Omit all pictures. Reproduce exactly the lines from the first line of the records below through the line with "middle dip: (501, 460)".
(Records)
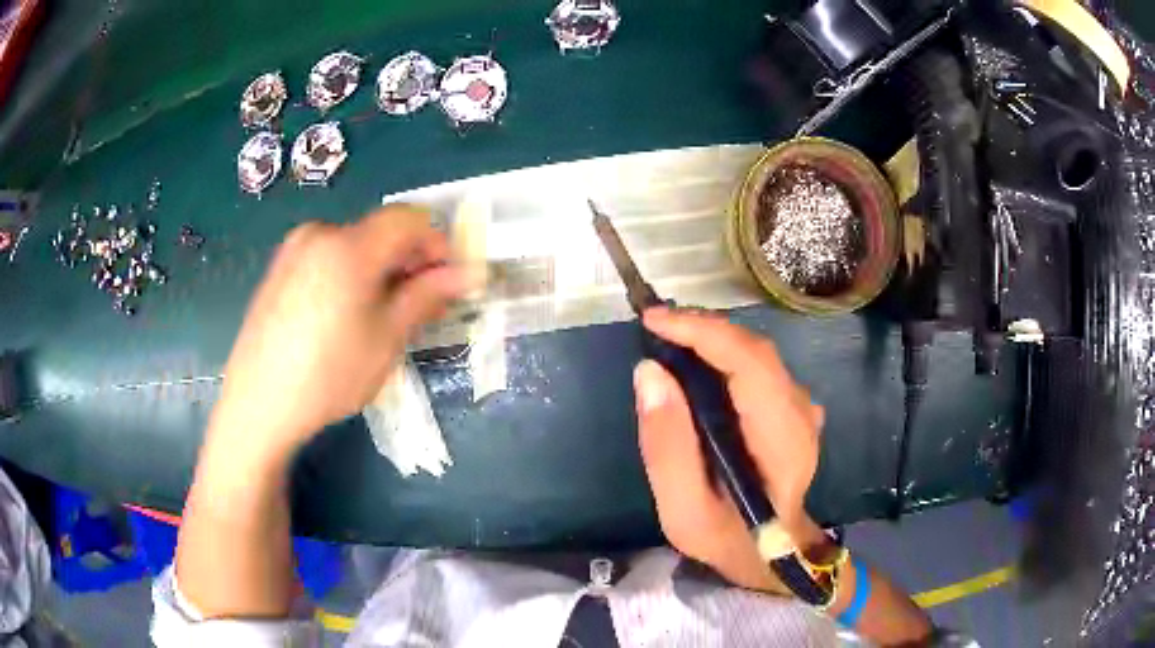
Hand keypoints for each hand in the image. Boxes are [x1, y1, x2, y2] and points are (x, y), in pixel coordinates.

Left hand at [208, 205, 471, 461]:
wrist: (258, 404)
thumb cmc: (328, 375)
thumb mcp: (386, 338)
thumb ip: (426, 296)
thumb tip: (466, 274)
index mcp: (349, 245)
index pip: (410, 219)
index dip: (437, 244)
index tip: (447, 283)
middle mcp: (320, 233)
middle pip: (380, 231)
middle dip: (409, 262)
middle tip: (420, 305)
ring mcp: (295, 249)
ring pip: (355, 245)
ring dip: (380, 270)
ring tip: (382, 316)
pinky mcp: (280, 268)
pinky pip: (328, 257)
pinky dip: (350, 275)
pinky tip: (345, 317)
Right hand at [634, 307, 824, 590]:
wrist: (769, 552)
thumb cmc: (726, 538)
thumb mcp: (683, 511)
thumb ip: (667, 448)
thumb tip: (649, 372)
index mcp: (783, 443)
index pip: (751, 365)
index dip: (704, 333)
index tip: (654, 321)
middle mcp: (801, 414)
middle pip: (755, 351)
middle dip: (702, 328)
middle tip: (653, 326)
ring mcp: (802, 407)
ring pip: (756, 353)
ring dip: (711, 337)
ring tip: (667, 337)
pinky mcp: (793, 406)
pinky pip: (757, 364)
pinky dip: (722, 351)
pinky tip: (695, 359)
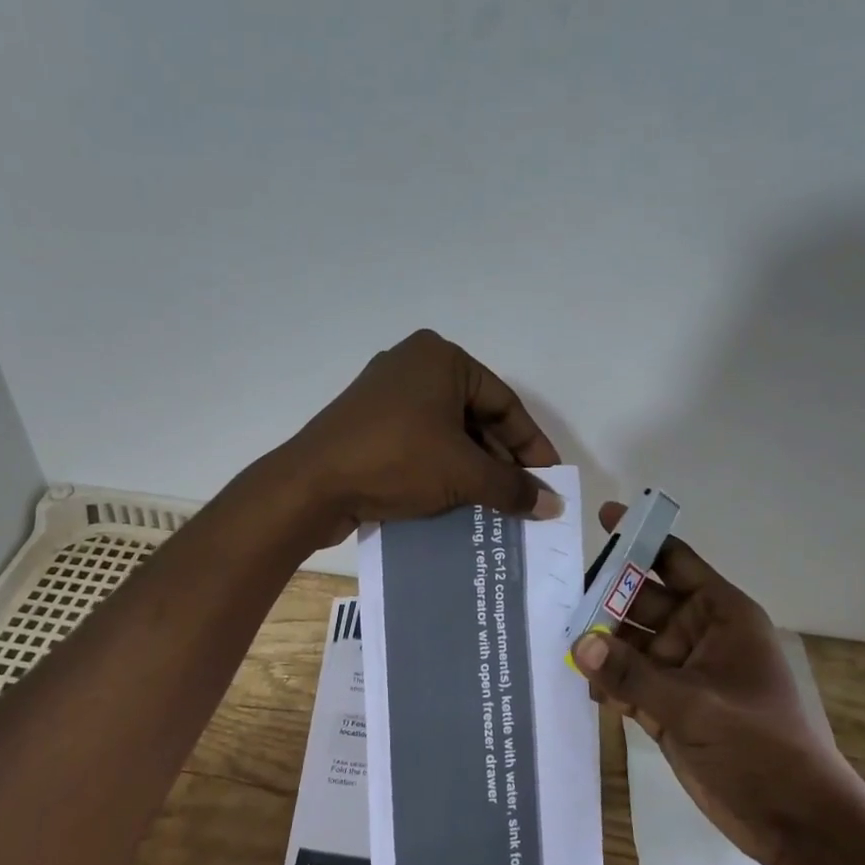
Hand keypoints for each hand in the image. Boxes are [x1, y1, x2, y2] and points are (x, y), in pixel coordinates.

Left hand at [275, 329, 562, 547]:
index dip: (531, 445)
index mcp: (441, 358)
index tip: (549, 479)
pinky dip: (442, 468)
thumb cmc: (396, 461)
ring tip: (495, 506)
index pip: (504, 402)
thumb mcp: (463, 475)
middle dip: (501, 460)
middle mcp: (414, 365)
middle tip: (523, 497)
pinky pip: (419, 442)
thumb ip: (513, 488)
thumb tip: (553, 505)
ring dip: (472, 469)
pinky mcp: (367, 423)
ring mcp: (385, 394)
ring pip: (447, 432)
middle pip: (476, 416)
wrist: (311, 485)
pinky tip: (457, 501)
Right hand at [572, 502, 864, 864]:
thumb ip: (632, 674)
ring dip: (599, 641)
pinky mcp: (667, 706)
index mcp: (720, 614)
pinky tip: (577, 679)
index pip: (673, 560)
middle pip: (641, 600)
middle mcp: (697, 634)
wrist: (795, 822)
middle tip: (555, 591)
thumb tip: (578, 643)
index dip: (640, 539)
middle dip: (603, 596)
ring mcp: (680, 671)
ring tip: (554, 634)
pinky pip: (626, 680)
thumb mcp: (695, 705)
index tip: (602, 518)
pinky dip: (605, 679)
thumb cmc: (759, 746)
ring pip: (628, 642)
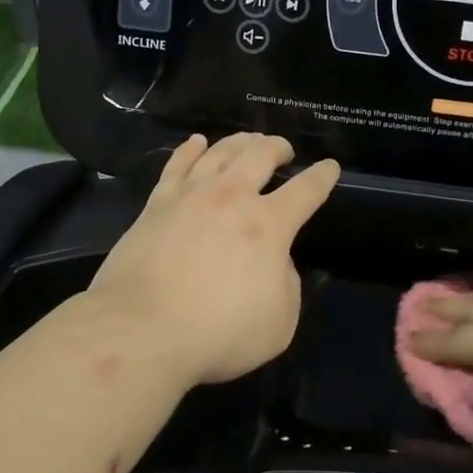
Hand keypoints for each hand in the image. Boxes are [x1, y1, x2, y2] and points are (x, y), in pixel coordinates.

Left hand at [86, 134, 339, 387]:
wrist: (142, 330)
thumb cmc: (218, 332)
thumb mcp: (280, 322)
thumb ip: (287, 285)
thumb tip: (276, 262)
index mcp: (269, 225)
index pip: (306, 191)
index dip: (322, 176)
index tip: (330, 167)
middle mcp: (232, 198)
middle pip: (260, 155)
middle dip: (277, 147)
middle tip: (283, 149)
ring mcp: (191, 196)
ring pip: (220, 152)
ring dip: (240, 142)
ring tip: (248, 140)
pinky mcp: (156, 204)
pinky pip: (177, 165)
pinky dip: (190, 149)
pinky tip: (196, 143)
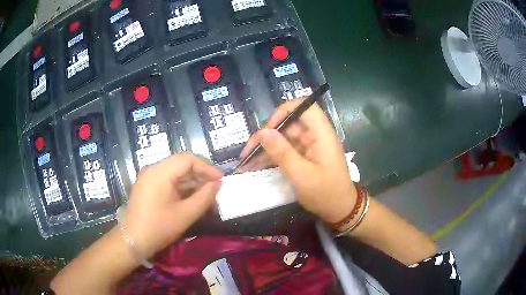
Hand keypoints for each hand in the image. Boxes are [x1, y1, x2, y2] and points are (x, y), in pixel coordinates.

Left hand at [122, 154, 222, 257]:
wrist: (133, 241)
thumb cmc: (159, 227)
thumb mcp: (186, 214)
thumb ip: (204, 197)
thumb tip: (218, 184)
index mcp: (160, 172)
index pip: (188, 159)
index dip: (207, 167)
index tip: (221, 180)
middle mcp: (153, 169)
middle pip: (181, 164)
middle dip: (201, 176)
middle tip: (216, 190)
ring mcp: (149, 177)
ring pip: (175, 173)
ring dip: (192, 183)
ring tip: (207, 197)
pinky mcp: (148, 186)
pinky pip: (168, 181)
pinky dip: (182, 188)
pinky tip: (192, 199)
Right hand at [240, 99, 355, 222]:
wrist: (340, 210)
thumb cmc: (325, 193)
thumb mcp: (301, 175)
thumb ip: (282, 153)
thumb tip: (263, 132)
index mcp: (321, 134)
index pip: (305, 106)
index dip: (285, 112)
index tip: (269, 128)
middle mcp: (316, 135)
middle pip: (289, 124)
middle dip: (267, 135)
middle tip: (249, 152)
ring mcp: (310, 146)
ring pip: (285, 138)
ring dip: (266, 148)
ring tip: (247, 161)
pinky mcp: (306, 156)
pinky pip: (287, 150)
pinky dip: (273, 156)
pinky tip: (256, 165)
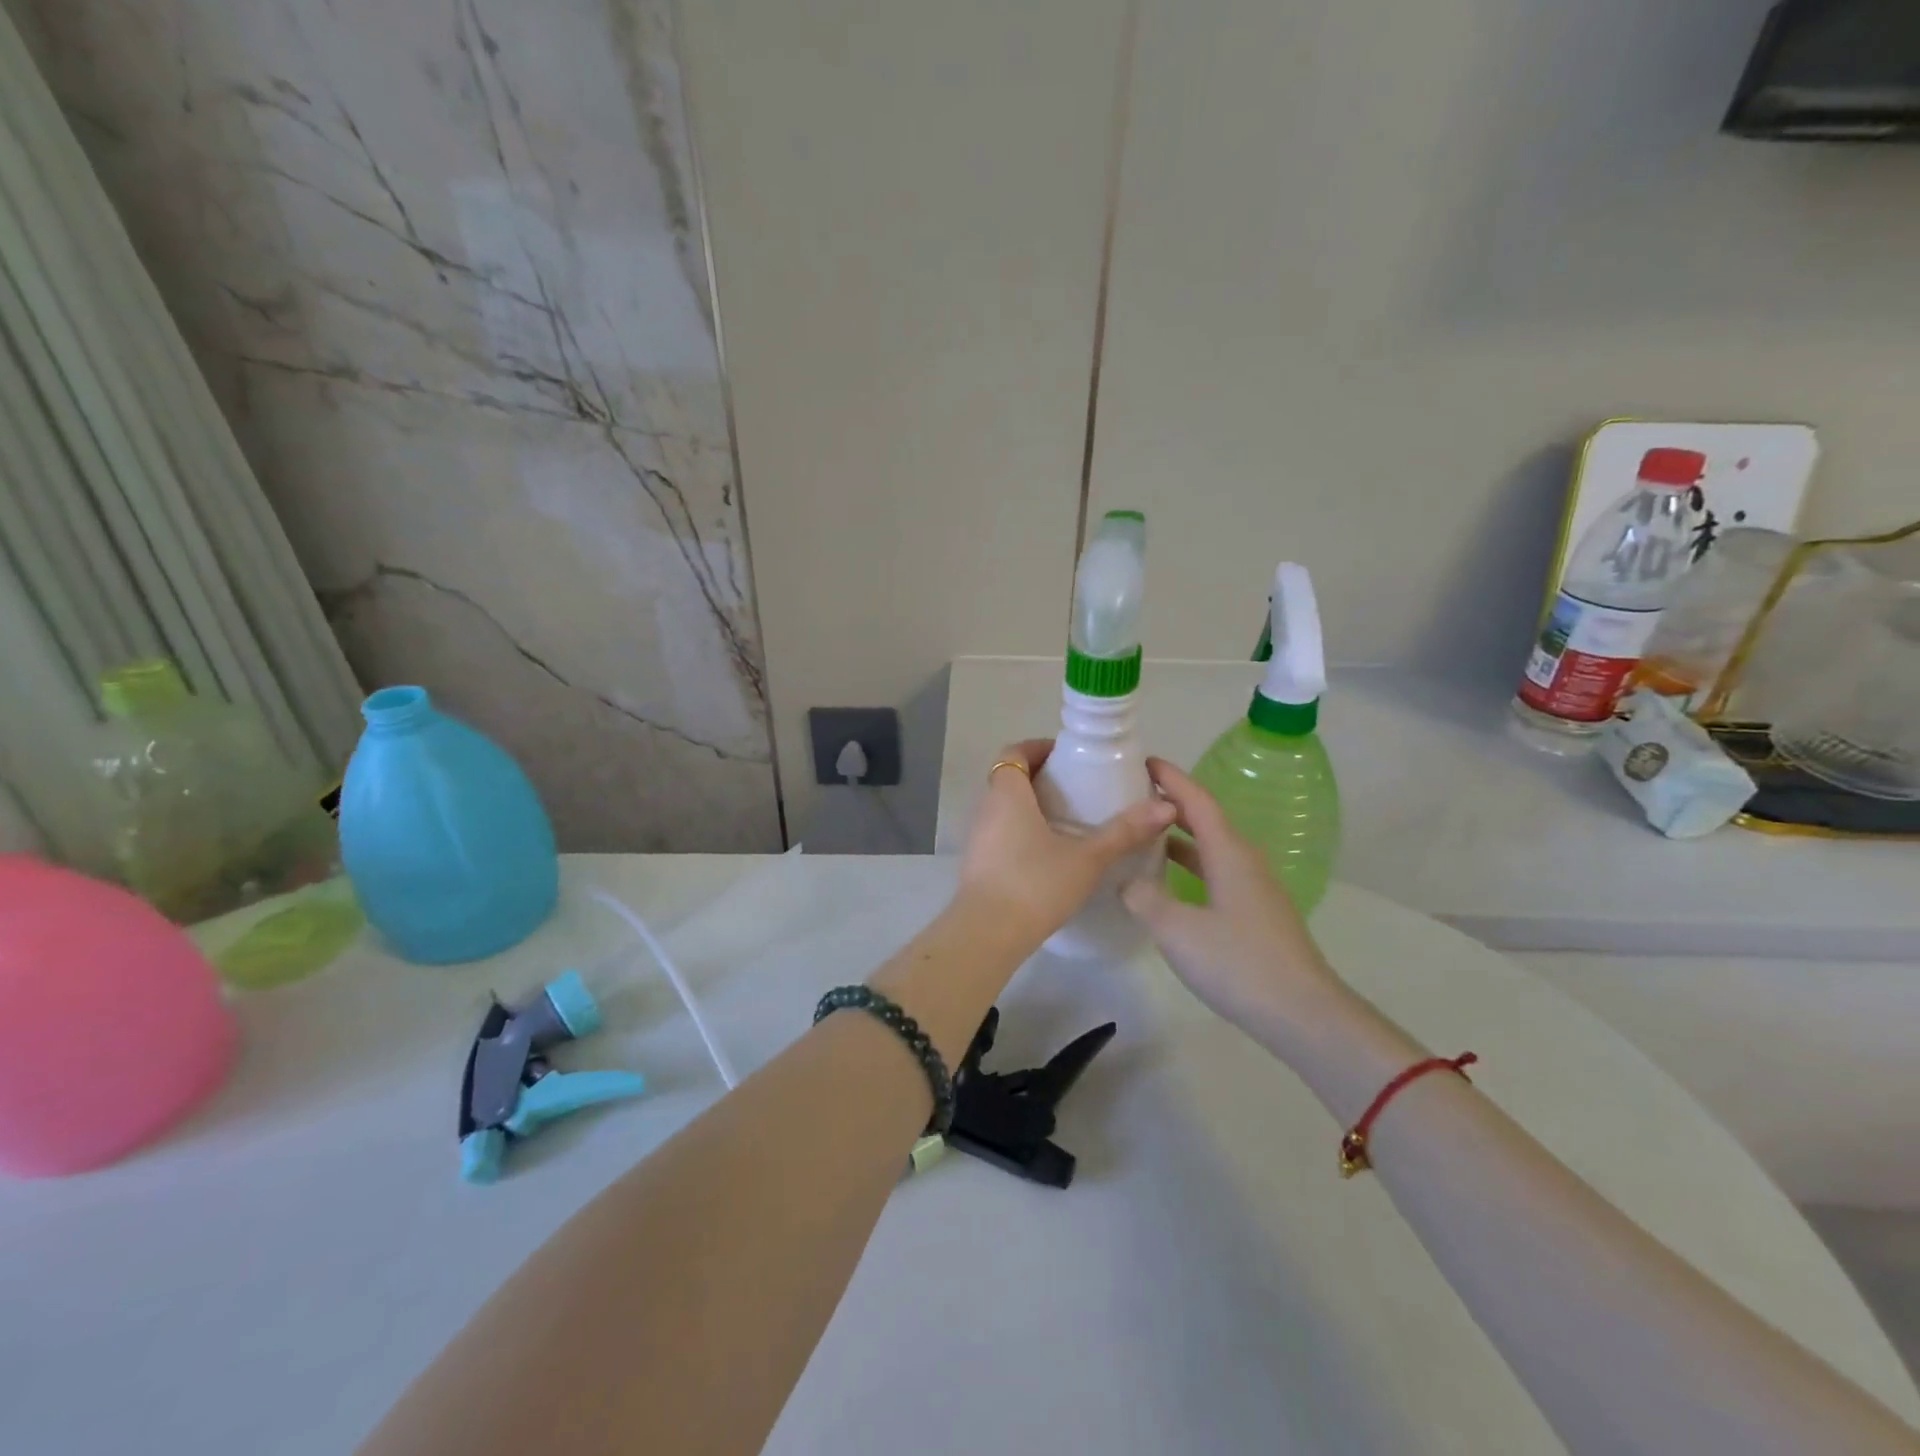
(End Records)
Solution to the problem:
Hand keypoints for each hand in the image. Boxes are [x1, y1, x2, y2] and points are (x, y), in pixel coordinates.

Left hand at [208, 205, 471, 461]:
wrist: (258, 404)
thumb cmc: (328, 375)
thumb mcp: (386, 338)
thumb ip: (426, 296)
thumb tip: (466, 274)
index mcp: (349, 245)
index pip: (410, 219)
index dip: (437, 244)
index tip: (447, 283)
middle mcp: (320, 233)
middle pip: (380, 231)
middle dip: (409, 262)
middle tip: (420, 305)
ring mcp: (295, 249)
ring pip: (355, 245)
ring dip: (380, 270)
ring tip: (382, 316)
pinky mcp: (280, 268)
pinky pip: (328, 257)
pinky dip: (350, 275)
pinky tip: (345, 317)
Right hand at [634, 307, 824, 590]:
wrist: (769, 552)
thumb cmc: (726, 538)
thumb mcp: (683, 511)
thumb ip: (667, 448)
thumb tip: (649, 372)
index mcp: (783, 443)
index pip: (751, 365)
index dip: (704, 333)
index tip: (654, 321)
middle mcp: (801, 414)
middle pip: (755, 351)
middle dip: (702, 328)
middle tip: (653, 326)
ring mcp: (802, 407)
ring pip: (756, 353)
ring dip: (711, 337)
ring tip: (667, 337)
pinky mcp: (793, 406)
pinky pip: (757, 364)
pinky dip: (722, 351)
pinky tip: (695, 359)
Hand keypoints for each hand in the image. Boxes are [x1, y1, x2, y2] and points are (x, y), in pixel coordinates.

Left hand at [275, 329, 562, 547]:
index dip: (531, 445)
index mcp: (441, 358)
index tip: (549, 479)
pinky dip: (442, 468)
thumb cmc: (396, 461)
ring tip: (495, 506)
index pip: (504, 402)
thumb mcp: (463, 475)
middle dip: (501, 460)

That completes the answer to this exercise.